WiX stock photo of blackberries ripening on the bush.

Berry Good Plants for the Garden


Many of the berries in my garden are now ripe. As I walk around eating them at arms’ length, I’m considering what new varieties to order either bareroot this fall or as fresh plants in the spring.



If you’d like to add berries to your San Diego Garden, here are some recommendations.


-       The Blackberry family (a subgroup of Rubus) includes well-known varieties like Boysen, Logan, Marion, and Olallie berries. The best-tasting of these is the Young berry. Big, juicy blackberries such as the Marion or the Monrovia thornless hybrid are also a treat.

-       Raspberries are another subgroup of the genus Rubus. I must thank my friend David Ross for insisting that the Bababerry cultivar is a good choice for coastal-influenced gardens. In its second year, my 6' x 10' patch produces bucket loads per week nonstop April through October. The Canby Red cultivar is also a good choice beyond the coastal foothills.

-       Day-neutral Strawberries, Fragaria hybrids, will provide fruit in San Diego almost year-round. The best-tasting selections are Mara de Bois, Quinault, and Sequoia.

-       The fragrant Currant Berry shrub is a great addition to any garden. Selections made from the Slender-Flowered Golden Currant, Ribes aureum var. gracillimum, and the Clove Currant, Ribes odoratum, such as ‘Crandall’ are good fruitful choices.

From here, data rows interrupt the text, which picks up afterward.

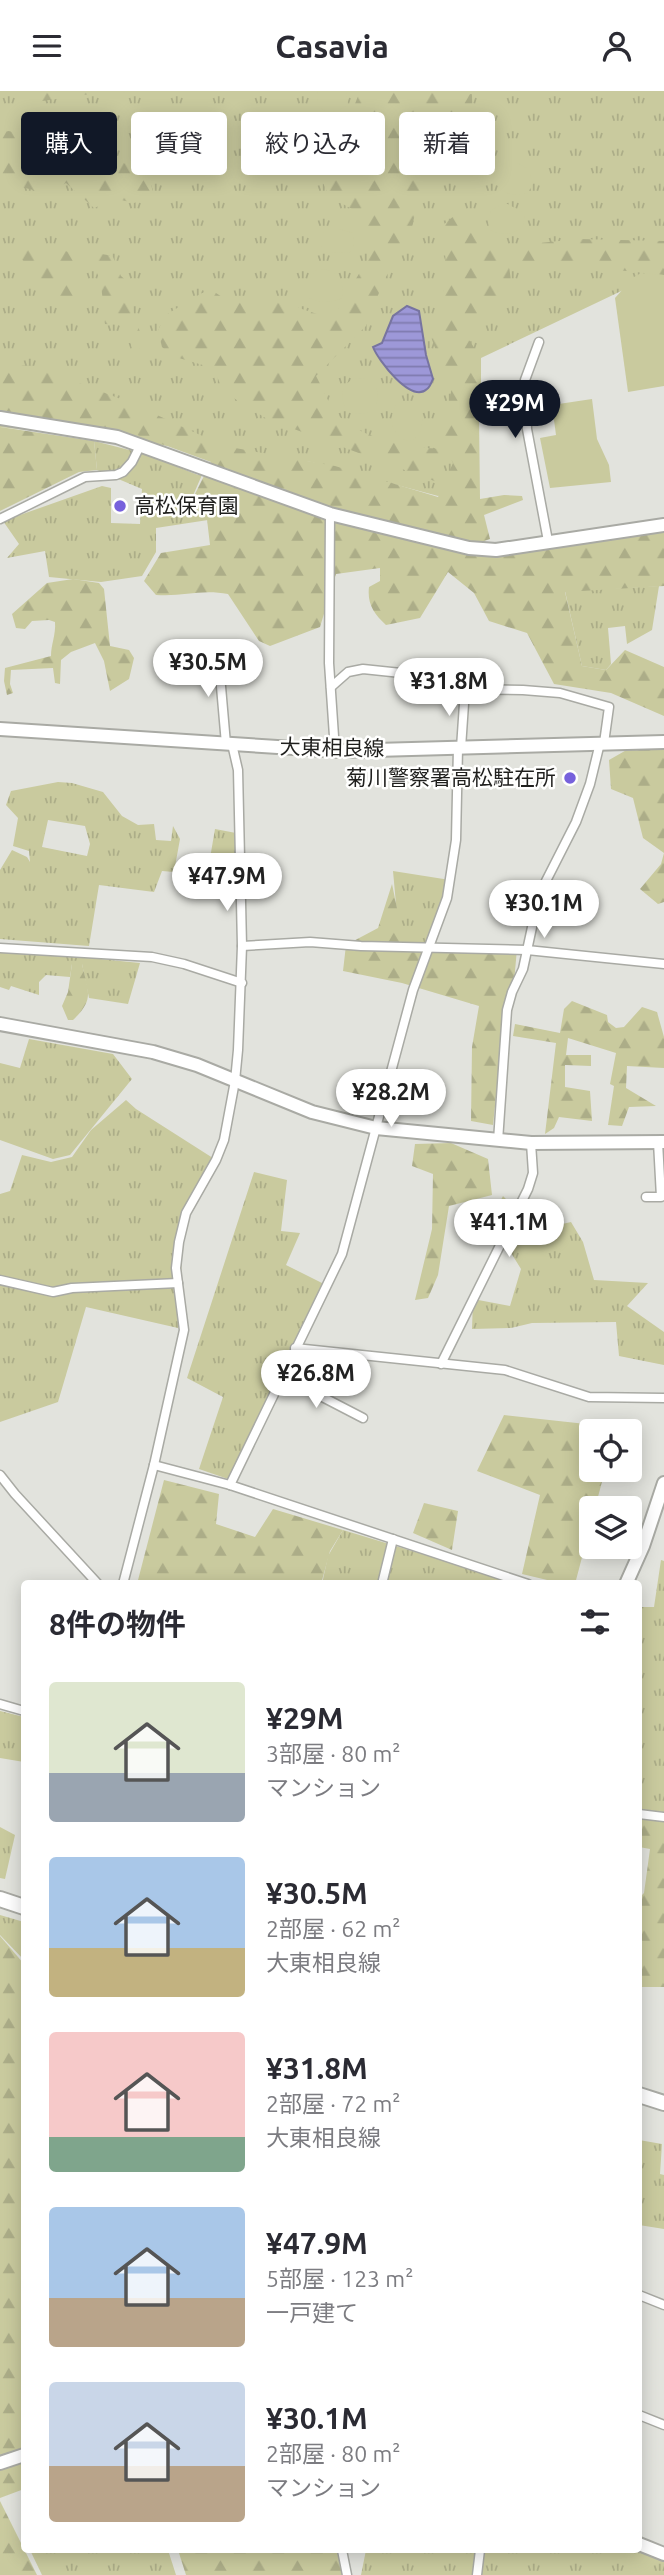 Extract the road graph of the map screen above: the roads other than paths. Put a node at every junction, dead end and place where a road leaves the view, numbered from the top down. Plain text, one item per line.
1 (539, 342) dead end
2 (0, 418) edge
3 (141, 445) junction
4 (330, 514) junction
5 (0, 519) edge
6 (664, 525) edge
7 (548, 541) junction
8 (218, 652) dead end
9 (331, 687) junction
10 (466, 689) junction
11 (0, 729) edge
12 (664, 741) edge
13 (602, 743) junction
14 (229, 744) junction
15 (460, 748) junction
16 (335, 751) junction
17 (242, 947) junction
18 (0, 948) edge
19 (428, 949) junction
20 (527, 950) junction
21 (664, 964) edge
22 (242, 983) junction
23 (0, 1024) edge
24 (235, 1081) junction
25 (376, 1128) junction
26 (498, 1141) junction
27 (661, 1142) edge
28 (531, 1143) junction
29 (646, 1197) dead end
30 (0, 1280) edge
31 (178, 1283) junction
32 (295, 1348) junction
33 (440, 1364) junction
34 (282, 1376) junction
35 (664, 1398) edge
36 (363, 1418) dead end
37 (153, 1465) junction
38 (0, 1475) edge
39 (664, 1483) edge
40 (230, 1485) junction
41 (393, 1539) junction
42 (93, 1580) edge
43 (124, 1580) edge
44 (383, 1580) edge
45 (516, 1580) edge
46 (628, 1580) edge
47 (0, 1704) edge
48 (21, 1710) edge
49 (642, 1814) edge
50 (664, 1817) edge
51 (0, 1899) edge
52 (21, 1906) edge
53 (642, 2096) edge
54 (664, 2103) edge
55 (642, 2296) edge
56 (664, 2305) edge
57 (642, 2416) edge
58 (664, 2425) edge
59 (21, 2456) edge
60 (0, 2463) edge
61 (642, 2545) edge
62 (342, 2553) edge
63 (480, 2553) edge
64 (664, 2554) edge
65 (346, 2575) edge
66 (477, 2575) edge

1 - 7 street
2 - 3 street
3 - 4 street
3 - 5 street
4 - 7 street
4 - 9 street
6 - 7 street
8 - 14 street
9 - 10 street
9 - 16 street
10 - 13 street
10 - 15 street
11 - 14 street, 大東相良線
12 - 13 street, 大東相良線
13 - 15 street, 大東相良線
13 - 20 street
14 - 16 street, 大東相良線
14 - 17 street
15 - 16 street, 大東相良線
15 - 19 street
17 - 19 street
17 - 22 street
18 - 22 street
19 - 20 street
19 - 25 street
20 - 21 street
20 - 26 street
22 - 24 street
23 - 24 street
24 - 25 street
24 - 31 street
25 - 26 street
25 - 32 street
26 - 28 street
27 - 28 street
27 - 29 street
28 - 33 street
30 - 31 street
31 - 37 street
32 - 33 street
32 - 34 street
33 - 35 street
34 - 36 street
34 - 40 street
37 - 40 street
37 - 43 street
38 - 42 street
39 - 46 street
40 - 41 street
41 - 44 street
41 - 45 street
47 - 48 street
49 - 50 street
51 - 52 highway
53 - 54 highway
55 - 56 street
57 - 58 street
59 - 60 street
61 - 64 street
62 - 65 street
63 - 66 street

-       Individual plants of the fruitful native Coast Gooseberry, Ribes divaricatum, Sierra Gooseberry, R. roezlii, and Fuchsia-Flowering Gooseberry, R. speciosum, can vary a lot in taste. Hybrids such as ‘Catherine’, ‘Glendale’, and ‘Poorman’ Gooseberry are consistent winners. Also consider the Jostaberry, R. x nidigrolaria – a Currant x Gooseberry!

-       The Blueberry (various Vaccinium) is the darling of the health food magazines, but alas its nutrition is only skin deep. The tasty cultivars ‘Sharp’s Blue’, ‘Jubilee’, and ‘O’Neal’ perform well along the coast – or inland in a sheltered environment. Although tart, the Cranberry, Vaccinium macrocarpon, is higher in anthocyanins than Blueberry. Try the cultivar ‘Crowley’. For the ultimate in healthful berries, grow California Huckleberry, Vaccinium ovatum, True Bilberry, Vaccinium myrtillus, and Western Serviceberry, Amelanchier alnifolia var. semiintegrifolia.

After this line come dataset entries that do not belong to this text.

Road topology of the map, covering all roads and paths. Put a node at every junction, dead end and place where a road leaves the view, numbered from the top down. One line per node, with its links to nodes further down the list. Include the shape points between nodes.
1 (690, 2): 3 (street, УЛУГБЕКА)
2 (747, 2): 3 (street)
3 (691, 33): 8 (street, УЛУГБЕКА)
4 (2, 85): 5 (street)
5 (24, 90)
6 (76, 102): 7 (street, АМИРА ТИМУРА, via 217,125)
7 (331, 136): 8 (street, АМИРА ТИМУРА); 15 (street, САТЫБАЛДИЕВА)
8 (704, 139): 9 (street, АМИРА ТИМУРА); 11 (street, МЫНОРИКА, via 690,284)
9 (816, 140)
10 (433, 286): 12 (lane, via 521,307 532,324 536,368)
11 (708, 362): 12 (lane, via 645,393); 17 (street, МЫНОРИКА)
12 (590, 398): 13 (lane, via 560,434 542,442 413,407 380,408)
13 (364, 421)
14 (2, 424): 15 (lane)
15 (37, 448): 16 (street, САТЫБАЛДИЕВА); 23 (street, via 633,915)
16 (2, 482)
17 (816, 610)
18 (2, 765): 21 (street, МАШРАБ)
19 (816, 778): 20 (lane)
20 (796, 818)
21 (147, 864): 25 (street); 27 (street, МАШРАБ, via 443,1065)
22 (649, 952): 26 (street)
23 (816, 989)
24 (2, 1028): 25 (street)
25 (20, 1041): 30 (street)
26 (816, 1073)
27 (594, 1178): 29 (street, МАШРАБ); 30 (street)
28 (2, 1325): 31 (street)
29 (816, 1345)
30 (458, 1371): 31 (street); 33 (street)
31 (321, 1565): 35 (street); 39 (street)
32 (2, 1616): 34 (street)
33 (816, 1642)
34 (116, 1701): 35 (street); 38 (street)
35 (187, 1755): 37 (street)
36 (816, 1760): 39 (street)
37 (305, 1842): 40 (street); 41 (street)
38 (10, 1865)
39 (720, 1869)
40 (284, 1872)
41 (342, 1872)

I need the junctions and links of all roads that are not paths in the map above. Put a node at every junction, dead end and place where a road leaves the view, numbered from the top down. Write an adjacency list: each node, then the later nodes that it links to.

-       Elderberries (genus Sambucus) are plants of ancient lore. All green parts of the plants contain toxins. Try the Yellow Elderberry, S. australasica, whose fruits do not require any special preparation for fresh eating or cooking.

-       The genus Elaeagnus is well known for several invasive species – but the hybrid shrub ‘Ebbing’s Silverberry’, Elaeagnus x ebbingei, is an exception. It produces silver-flecked red berries that are excellent fresh or made into a sweet-tart jam.

-       Karondu, Carissa spinarum, is a staple food of northeast Africa and the Himalayan highlands. The plant strongly resembles Natal Plum, Carissa macrocarpa, but has a smaller, darker, more flavorful, very healthful fruit. The Apple Berry, Billardiera scandens, is an evergreen vine-like shrub with small yellow trumpet flowers in the spring and summer. It is hardy in temperate USDA zones 9-11 and produces inch-long red-brown berries with a fruity taste.

-       The Chilean Guava, Ugni molinae, Red Guava, Eugenia nutans, and Jaboticaba, Myrciaria jaboticaba, are berry-producing plants of the Myrtle family (Myrtaceae). Also in this family are Pitanga – aka Surinam Cherry, Eugenia uniflora, Cherry of the Rio Grande, Eugenia aggregata,  and Grumichama, Eugenia brazliensis, which thrives in partial shade.


 

SDHS member Richard Frost is also a member of the California Rare Fruit Growers.